When they actually got it, they “got” it, and many realized it’s a computer.  If you haven’t realized it, you’re now aware that the device you hold in your hand to surf the Internet, communicate with friends and colleagues and play games isn’t just a phone – it’s a computer – with at least 32 times more memory than the top-of-the-line IBM XT had in the early 1980’s.

Most people are comfortable with 3. In fact, their lives usually revolve around 3 major categories – personal, family, and job.

We need to expand to 4 categories – which could cause some to say that the 4th item could be God.

Note, however, that God is a category that encompasses the other 3, since we are created by God, our families are gifts from God, and the job we have is a blessing from God.  Therefore, God is much more than a mere element of the system.  In the Apple example, calling the iPhone a hand-held computer encompasses all 3 elements, but as users have discovered, it’s so much more.

Other fields share this same framework. There are 3 learning domains in education – cognitive, affective and kinesthetic. But there is a 4th – conation – that encompasses all 3, and yet, is so much more,

In music, 2 notes represent an interval. But three represent a chord, or a triad. There are only several types of triads that can be created from these three notes – a major, a minor, a diminished, and an augmented. Some would argue that there is also a suspended “triad” as well. But add a 4th tone – the 7th, to build upon the root, 3rd and 5th, and the possibilities for tonal varieties become vastly increased. As for the sound difference, it’s what music listeners can identify as “folk” music versus the rich, melodic backgrounds found in jazz as well as lush orchestrations.

It’s been said that the problem with our society is that we’re doing too many things (a quote from Matthew Kelly).  Personally, I believe we’re not categorizing them properly. We CAN do all things…with God, for “With God, all things are possible.” Knowing that God is not so much the fourth element, but is associated with the “emergent property” of the system created by the three elements, we need to realize there are actually 5 elements to every system, and each system has its own emergent property.

As an example, I have organized my “to do” list into 5 categories:  personal (includes family), job, SchoolAdvancement.com (the Web site which hosts this blog and the enhancements that will be coming along in the future), music, and the Norwin Play It Forward Fund, a non-profit organization my wife and I began several years ago.

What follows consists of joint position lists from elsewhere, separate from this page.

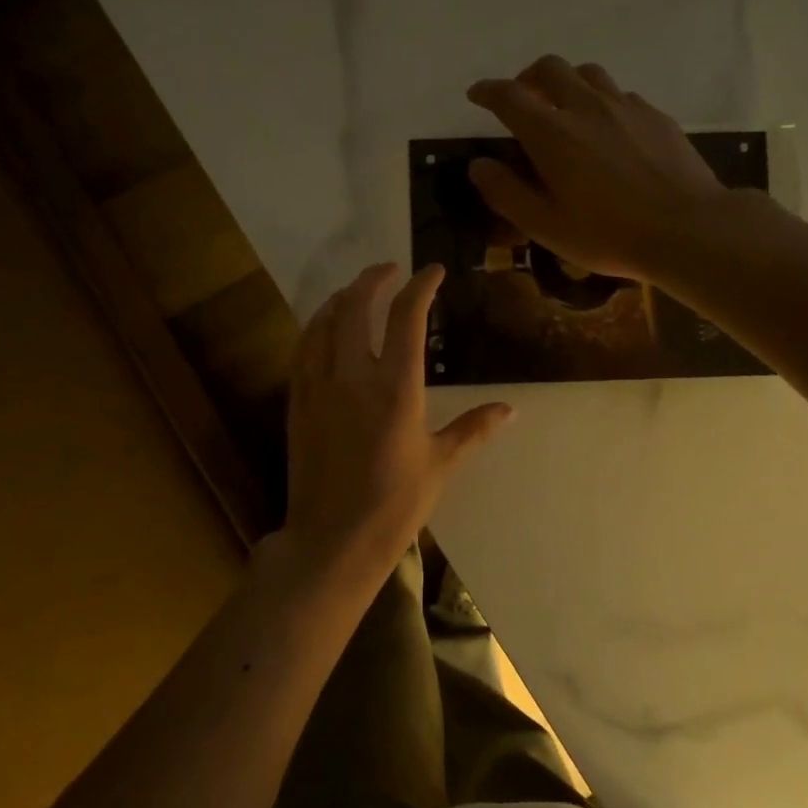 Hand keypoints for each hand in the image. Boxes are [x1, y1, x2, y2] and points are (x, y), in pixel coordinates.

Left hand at [278, 263, 512, 595]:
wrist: (333, 538)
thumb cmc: (394, 504)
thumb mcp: (441, 464)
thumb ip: (473, 428)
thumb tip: (509, 409)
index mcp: (395, 387)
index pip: (407, 317)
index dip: (421, 286)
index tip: (433, 271)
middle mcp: (353, 376)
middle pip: (358, 306)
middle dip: (375, 278)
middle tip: (391, 269)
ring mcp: (319, 386)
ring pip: (324, 322)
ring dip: (343, 298)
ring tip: (357, 291)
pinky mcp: (297, 402)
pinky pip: (304, 349)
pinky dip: (317, 327)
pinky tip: (325, 329)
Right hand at [466, 54, 732, 285]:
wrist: (686, 228)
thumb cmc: (608, 234)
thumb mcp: (545, 226)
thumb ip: (506, 193)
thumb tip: (479, 165)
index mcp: (551, 133)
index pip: (509, 96)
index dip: (488, 91)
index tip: (477, 95)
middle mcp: (586, 107)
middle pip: (550, 68)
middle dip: (527, 77)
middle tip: (522, 97)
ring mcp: (625, 106)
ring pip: (588, 74)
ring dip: (567, 83)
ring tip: (565, 107)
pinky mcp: (655, 116)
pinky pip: (620, 95)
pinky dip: (602, 101)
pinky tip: (608, 129) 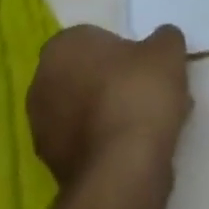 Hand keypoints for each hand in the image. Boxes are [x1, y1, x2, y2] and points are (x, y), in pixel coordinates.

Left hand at [27, 24, 192, 184]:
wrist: (123, 169)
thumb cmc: (138, 92)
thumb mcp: (167, 49)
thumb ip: (163, 38)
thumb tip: (161, 41)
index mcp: (61, 48)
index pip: (92, 39)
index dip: (121, 49)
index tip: (145, 63)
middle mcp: (42, 85)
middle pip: (87, 76)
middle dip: (115, 82)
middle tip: (149, 90)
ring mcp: (43, 131)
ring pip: (87, 111)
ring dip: (112, 113)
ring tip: (153, 122)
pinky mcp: (54, 168)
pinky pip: (88, 142)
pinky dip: (109, 142)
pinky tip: (140, 148) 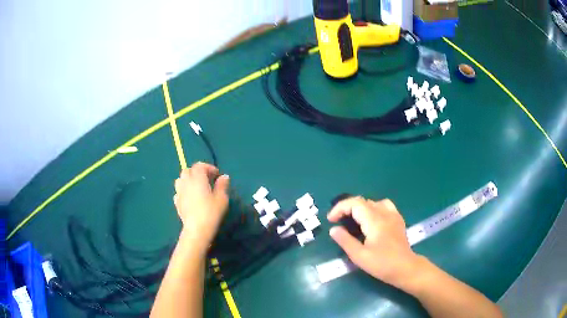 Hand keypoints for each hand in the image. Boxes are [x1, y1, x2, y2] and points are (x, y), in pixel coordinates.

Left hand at [173, 162, 229, 250]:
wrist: (197, 229)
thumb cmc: (211, 212)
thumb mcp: (222, 198)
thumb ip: (222, 185)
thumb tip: (224, 176)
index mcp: (197, 178)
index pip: (200, 166)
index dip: (208, 167)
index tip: (217, 175)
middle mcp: (186, 182)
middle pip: (188, 170)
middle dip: (197, 172)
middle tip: (206, 180)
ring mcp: (179, 192)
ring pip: (180, 179)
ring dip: (188, 180)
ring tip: (196, 187)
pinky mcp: (176, 202)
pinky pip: (178, 191)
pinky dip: (184, 190)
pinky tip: (190, 198)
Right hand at [327, 197, 422, 289]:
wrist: (405, 268)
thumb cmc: (382, 264)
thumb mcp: (359, 256)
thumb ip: (345, 241)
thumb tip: (333, 229)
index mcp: (374, 220)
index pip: (354, 203)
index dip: (339, 208)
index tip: (331, 220)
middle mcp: (384, 213)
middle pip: (363, 201)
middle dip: (347, 208)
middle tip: (338, 221)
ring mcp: (393, 215)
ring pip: (373, 202)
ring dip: (360, 208)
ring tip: (354, 220)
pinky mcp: (398, 220)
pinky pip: (384, 206)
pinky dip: (373, 209)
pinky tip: (372, 221)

For the longest time, I had education as one of the five categories. I wanted to make my educational certification as an Instructional Technology Specialist a permanent one, and wanted to progress toward a doctorate. However, the investment of time and money required to obtain a doctorate would not produce a positive return on investment. So, it was replaced by another element that I felt called to be involved with.

The emergent property of that system is the person God has created me to be, and God is in all things – not just a compartmentalized element of one’s life.

During this special and holy weekend, think about what are those five things that encompass your life’s systems?

Have less than five?  Perhaps that’s why you’re looking for something that’s missing.

Have more than five? That might be too much.